WORK TO BE COMPLETED:
Below are records. Find each line in them that holds the word "Monnatlala" and copy it.

Collected data entries
== == ==

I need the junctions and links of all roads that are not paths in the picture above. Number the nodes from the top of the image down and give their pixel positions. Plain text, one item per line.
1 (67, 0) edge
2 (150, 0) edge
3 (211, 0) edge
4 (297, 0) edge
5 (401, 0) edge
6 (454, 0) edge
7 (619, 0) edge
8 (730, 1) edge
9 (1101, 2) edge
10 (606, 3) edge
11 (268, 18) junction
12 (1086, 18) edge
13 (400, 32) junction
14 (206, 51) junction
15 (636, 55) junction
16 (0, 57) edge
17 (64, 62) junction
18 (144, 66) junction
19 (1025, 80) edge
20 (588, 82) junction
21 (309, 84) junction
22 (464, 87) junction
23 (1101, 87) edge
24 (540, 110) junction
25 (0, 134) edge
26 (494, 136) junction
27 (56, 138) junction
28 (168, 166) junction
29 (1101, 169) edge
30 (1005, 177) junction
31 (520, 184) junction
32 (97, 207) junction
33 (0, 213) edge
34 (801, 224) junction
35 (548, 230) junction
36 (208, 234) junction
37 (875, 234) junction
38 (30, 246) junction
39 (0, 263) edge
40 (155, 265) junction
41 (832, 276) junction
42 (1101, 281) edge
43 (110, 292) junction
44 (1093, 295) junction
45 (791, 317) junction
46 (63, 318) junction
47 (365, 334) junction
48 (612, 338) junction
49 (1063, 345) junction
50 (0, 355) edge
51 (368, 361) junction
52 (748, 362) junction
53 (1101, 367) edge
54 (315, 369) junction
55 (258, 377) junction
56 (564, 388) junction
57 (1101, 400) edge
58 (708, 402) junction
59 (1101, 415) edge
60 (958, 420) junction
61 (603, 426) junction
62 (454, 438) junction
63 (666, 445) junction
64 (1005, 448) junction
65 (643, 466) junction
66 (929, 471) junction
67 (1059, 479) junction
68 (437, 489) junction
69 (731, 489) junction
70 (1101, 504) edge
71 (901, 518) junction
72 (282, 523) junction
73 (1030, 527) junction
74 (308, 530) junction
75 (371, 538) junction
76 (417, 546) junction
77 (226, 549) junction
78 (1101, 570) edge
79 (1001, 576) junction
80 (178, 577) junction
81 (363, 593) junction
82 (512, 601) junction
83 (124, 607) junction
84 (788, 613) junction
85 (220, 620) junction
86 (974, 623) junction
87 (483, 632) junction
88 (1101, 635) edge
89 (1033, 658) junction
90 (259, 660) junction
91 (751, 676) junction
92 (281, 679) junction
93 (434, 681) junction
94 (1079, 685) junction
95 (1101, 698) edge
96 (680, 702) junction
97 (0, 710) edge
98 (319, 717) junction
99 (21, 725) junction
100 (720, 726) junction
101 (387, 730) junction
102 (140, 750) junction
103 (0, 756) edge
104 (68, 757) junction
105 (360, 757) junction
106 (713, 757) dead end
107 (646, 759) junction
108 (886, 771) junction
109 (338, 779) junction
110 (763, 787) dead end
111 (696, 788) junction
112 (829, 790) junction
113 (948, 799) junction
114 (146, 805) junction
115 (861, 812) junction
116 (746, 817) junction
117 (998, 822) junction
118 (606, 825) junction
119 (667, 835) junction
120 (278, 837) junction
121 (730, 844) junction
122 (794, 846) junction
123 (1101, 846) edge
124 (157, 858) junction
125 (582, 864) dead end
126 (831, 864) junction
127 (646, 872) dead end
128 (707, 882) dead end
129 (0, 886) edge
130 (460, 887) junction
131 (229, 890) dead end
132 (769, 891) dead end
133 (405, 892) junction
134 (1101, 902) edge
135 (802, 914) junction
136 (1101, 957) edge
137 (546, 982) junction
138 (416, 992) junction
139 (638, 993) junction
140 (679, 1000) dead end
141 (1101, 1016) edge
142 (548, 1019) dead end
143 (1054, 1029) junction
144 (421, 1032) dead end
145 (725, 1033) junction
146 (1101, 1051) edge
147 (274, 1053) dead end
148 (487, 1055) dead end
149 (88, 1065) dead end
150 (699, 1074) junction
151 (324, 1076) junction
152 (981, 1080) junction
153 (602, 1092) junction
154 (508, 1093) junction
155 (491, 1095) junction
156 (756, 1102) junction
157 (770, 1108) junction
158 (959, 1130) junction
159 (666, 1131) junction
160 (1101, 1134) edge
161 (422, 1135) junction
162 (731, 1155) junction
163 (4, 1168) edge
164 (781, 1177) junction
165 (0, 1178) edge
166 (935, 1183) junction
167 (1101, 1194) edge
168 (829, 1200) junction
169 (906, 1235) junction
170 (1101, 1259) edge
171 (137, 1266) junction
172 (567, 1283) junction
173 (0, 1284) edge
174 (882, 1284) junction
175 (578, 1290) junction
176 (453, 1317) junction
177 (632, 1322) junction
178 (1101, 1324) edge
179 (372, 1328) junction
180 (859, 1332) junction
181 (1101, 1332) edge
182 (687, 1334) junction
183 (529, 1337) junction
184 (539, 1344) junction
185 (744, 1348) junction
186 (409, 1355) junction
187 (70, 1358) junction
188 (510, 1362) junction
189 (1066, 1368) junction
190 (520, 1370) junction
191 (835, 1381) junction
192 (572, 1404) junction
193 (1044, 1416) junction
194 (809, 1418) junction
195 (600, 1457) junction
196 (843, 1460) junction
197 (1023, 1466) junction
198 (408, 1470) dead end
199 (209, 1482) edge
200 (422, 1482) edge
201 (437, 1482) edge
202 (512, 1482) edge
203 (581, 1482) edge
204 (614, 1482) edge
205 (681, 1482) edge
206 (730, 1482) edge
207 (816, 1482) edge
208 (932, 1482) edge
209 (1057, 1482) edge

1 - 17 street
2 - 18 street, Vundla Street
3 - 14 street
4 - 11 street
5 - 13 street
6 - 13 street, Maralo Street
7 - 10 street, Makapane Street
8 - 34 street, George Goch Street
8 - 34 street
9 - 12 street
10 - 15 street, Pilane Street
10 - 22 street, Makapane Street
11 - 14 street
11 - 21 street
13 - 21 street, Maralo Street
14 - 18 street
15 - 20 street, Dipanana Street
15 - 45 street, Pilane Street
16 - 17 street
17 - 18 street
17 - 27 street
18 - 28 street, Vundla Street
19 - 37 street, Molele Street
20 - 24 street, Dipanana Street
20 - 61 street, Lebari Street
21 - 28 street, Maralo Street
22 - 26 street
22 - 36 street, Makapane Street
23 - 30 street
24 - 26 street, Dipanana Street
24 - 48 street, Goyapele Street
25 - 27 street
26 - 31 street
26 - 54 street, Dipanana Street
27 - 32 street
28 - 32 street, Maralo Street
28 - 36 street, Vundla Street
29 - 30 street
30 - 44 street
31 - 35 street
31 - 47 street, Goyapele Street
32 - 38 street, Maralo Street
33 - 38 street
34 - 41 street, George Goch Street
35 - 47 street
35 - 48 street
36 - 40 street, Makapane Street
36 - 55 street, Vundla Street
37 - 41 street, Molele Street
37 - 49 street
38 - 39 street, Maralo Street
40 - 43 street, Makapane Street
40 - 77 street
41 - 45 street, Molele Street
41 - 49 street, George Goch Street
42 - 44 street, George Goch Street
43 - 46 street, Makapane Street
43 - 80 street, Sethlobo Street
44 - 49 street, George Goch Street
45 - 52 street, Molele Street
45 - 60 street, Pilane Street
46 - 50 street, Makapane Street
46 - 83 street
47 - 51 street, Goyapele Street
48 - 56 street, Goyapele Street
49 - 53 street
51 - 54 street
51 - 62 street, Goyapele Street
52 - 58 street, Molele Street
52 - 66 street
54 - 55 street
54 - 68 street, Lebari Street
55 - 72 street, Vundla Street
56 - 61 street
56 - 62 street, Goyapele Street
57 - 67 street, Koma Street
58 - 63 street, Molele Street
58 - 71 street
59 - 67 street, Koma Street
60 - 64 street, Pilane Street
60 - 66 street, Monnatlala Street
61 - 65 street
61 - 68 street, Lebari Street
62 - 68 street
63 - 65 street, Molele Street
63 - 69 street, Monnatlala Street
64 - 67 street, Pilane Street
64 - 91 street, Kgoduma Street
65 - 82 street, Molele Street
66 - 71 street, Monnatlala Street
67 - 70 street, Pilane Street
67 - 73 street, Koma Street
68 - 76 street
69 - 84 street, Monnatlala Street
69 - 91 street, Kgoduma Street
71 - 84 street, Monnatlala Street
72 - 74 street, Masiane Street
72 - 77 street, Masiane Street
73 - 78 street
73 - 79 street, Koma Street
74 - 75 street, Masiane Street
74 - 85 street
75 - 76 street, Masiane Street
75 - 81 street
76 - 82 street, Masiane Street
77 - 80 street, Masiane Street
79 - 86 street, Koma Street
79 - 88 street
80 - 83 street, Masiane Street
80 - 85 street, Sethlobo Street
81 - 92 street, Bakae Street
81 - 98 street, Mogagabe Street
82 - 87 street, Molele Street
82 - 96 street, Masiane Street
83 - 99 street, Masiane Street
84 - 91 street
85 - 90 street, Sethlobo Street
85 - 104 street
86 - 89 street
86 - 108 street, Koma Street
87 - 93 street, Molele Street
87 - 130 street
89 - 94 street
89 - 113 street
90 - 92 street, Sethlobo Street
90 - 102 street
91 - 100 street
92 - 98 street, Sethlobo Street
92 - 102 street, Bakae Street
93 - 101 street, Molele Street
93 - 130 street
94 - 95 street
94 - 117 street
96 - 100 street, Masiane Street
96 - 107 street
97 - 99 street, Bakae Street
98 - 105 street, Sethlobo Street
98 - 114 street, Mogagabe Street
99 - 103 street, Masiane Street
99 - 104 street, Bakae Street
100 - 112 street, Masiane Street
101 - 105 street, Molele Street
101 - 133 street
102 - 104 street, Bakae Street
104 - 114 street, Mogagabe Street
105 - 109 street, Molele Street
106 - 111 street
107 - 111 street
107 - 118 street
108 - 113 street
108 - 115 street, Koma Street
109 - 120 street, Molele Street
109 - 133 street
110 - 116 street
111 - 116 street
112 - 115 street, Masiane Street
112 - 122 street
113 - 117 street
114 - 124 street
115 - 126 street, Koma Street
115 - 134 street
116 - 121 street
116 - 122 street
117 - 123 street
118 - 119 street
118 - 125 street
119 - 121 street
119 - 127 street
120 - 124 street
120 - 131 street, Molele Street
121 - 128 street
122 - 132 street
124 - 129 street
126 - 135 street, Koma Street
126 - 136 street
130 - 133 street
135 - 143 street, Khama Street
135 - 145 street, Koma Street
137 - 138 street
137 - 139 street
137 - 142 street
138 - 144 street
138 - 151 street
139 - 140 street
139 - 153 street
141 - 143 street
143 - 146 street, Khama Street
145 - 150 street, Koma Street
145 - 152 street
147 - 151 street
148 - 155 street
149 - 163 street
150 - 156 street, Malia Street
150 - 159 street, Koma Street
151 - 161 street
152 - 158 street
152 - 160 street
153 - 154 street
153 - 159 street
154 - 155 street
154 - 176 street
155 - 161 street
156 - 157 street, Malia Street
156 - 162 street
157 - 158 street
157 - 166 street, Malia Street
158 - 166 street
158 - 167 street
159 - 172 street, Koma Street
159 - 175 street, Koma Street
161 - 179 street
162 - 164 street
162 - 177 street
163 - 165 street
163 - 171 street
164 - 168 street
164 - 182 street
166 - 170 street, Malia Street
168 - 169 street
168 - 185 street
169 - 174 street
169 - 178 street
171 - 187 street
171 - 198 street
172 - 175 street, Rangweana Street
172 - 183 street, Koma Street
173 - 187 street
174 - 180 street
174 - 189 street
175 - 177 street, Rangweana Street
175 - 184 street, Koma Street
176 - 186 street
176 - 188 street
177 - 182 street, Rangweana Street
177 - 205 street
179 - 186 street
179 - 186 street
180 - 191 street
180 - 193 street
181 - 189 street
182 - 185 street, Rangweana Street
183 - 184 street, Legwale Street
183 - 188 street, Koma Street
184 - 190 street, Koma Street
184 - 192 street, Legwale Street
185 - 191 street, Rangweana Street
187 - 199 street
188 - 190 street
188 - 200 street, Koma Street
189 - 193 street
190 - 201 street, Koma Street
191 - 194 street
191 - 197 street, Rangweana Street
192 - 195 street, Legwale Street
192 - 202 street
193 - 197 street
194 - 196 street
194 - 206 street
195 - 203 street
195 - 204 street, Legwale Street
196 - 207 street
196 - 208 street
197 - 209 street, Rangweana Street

== == ==

RESULT OF THIS TASK:
60 - 66 street, Monnatlala Street
63 - 69 street, Monnatlala Street
66 - 71 street, Monnatlala Street
69 - 84 street, Monnatlala Street
71 - 84 street, Monnatlala Street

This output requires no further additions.